▸ **Data excerpts**:

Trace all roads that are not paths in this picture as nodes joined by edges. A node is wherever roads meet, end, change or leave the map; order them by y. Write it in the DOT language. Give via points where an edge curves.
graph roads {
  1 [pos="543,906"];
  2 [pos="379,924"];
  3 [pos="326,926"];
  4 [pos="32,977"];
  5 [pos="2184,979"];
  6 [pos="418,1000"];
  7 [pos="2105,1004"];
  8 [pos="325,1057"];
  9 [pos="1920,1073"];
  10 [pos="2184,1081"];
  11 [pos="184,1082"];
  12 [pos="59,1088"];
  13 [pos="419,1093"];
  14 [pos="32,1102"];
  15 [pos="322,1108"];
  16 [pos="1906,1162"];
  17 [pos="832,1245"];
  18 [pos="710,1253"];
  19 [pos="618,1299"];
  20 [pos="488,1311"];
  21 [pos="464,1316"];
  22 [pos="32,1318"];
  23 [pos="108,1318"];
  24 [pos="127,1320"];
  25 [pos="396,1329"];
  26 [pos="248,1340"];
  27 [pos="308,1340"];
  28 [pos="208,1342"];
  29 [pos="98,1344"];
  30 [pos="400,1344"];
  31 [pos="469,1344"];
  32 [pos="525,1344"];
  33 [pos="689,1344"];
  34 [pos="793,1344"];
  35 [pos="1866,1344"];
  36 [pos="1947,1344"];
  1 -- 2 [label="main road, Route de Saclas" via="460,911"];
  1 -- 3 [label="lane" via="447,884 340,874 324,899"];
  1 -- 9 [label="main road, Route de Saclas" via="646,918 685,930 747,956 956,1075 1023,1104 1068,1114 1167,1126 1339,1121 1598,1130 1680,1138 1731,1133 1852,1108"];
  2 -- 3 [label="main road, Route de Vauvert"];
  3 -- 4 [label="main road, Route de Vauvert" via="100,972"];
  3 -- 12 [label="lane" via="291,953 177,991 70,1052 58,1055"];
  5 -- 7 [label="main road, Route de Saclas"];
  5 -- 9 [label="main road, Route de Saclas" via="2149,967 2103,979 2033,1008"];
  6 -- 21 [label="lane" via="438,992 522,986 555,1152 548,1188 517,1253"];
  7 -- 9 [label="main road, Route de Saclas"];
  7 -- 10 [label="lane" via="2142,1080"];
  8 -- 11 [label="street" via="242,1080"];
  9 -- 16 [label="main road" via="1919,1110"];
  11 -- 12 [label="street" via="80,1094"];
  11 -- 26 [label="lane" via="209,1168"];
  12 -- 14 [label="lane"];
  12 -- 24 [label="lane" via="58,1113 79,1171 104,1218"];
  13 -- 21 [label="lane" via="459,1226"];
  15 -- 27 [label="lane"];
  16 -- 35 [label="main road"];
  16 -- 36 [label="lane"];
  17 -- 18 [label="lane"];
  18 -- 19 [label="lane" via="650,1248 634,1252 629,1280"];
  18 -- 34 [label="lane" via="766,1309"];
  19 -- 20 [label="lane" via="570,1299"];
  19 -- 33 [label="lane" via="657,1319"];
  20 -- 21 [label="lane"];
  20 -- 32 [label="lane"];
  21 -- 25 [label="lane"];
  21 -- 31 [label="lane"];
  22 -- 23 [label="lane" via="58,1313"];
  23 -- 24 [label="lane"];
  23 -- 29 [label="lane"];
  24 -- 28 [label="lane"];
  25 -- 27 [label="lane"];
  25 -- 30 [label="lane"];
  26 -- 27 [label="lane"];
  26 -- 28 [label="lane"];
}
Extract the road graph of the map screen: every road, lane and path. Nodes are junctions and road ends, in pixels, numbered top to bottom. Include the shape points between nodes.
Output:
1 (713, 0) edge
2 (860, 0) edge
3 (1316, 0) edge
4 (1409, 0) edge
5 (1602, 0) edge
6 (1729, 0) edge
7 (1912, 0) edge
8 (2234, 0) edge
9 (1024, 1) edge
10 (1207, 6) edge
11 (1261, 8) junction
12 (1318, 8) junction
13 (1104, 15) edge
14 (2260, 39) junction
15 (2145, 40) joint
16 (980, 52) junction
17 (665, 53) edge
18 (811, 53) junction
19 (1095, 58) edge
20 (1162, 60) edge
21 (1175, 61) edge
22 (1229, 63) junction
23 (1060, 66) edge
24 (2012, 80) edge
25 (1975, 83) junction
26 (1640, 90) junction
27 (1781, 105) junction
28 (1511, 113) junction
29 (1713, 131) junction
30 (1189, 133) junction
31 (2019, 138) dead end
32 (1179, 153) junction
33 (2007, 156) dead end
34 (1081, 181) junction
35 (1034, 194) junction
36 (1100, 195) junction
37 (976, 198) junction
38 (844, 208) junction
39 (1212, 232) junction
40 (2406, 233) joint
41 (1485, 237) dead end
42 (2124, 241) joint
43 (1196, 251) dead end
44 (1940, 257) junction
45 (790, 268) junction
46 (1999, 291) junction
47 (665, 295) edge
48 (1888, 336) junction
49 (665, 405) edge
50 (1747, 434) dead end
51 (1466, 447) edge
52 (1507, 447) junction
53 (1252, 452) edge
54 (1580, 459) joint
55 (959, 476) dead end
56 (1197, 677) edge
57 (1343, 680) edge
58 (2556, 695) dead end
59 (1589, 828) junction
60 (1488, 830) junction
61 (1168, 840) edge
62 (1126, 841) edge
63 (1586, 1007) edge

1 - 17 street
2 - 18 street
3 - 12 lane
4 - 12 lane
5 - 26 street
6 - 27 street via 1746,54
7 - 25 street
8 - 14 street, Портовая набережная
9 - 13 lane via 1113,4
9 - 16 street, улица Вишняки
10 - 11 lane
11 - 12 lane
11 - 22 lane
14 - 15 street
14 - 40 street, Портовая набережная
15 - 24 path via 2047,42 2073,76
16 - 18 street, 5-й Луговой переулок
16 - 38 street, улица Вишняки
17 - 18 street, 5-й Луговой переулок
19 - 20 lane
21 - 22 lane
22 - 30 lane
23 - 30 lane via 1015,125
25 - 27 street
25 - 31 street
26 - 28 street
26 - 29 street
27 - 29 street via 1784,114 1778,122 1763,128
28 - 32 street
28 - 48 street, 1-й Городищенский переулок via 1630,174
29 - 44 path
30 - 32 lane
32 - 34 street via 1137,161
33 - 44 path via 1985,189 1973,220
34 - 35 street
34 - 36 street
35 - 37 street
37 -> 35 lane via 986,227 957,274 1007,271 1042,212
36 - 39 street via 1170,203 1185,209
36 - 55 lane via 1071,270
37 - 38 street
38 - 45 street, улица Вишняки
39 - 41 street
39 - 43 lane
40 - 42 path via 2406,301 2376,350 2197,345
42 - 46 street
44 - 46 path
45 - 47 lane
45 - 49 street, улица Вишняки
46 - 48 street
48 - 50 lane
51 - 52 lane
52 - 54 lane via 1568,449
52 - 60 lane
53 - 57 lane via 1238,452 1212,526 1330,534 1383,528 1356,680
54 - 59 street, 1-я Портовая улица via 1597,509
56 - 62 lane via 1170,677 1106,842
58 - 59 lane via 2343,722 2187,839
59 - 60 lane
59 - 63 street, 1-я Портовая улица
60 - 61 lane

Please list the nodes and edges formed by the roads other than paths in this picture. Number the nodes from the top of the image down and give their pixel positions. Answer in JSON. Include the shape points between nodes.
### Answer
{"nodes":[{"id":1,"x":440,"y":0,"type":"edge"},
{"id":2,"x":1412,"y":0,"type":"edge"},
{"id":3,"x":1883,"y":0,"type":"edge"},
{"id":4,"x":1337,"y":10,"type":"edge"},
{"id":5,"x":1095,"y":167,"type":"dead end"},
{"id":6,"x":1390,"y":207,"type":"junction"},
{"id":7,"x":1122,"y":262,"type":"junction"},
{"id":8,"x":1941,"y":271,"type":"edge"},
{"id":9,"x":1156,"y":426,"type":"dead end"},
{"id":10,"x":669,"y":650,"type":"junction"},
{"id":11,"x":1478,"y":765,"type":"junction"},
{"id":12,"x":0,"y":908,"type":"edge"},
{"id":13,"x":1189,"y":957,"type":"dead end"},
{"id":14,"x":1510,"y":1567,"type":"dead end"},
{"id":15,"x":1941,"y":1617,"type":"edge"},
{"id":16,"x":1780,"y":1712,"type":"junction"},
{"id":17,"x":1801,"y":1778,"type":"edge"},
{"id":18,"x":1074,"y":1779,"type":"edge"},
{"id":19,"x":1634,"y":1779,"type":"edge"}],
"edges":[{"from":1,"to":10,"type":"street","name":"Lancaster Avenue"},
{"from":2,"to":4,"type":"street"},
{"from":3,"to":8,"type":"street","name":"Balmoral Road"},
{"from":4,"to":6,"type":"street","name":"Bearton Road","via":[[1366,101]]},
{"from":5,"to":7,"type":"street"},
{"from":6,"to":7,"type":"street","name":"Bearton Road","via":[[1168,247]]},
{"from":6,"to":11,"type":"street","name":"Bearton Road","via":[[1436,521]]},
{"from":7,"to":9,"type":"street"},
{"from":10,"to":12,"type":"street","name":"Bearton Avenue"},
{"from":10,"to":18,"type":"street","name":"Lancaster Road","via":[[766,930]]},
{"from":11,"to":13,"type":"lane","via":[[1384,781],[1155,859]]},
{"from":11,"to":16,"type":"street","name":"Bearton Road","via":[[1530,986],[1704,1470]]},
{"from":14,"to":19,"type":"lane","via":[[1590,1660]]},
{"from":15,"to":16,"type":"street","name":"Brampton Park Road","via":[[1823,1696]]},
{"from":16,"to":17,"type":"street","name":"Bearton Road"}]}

▸ **Exercise description**: Return each line among the entries that holds the word "Луговой".

▸ **Solution for this problem**:
16 - 18 street, 5-й Луговой переулок
17 - 18 street, 5-й Луговой переулок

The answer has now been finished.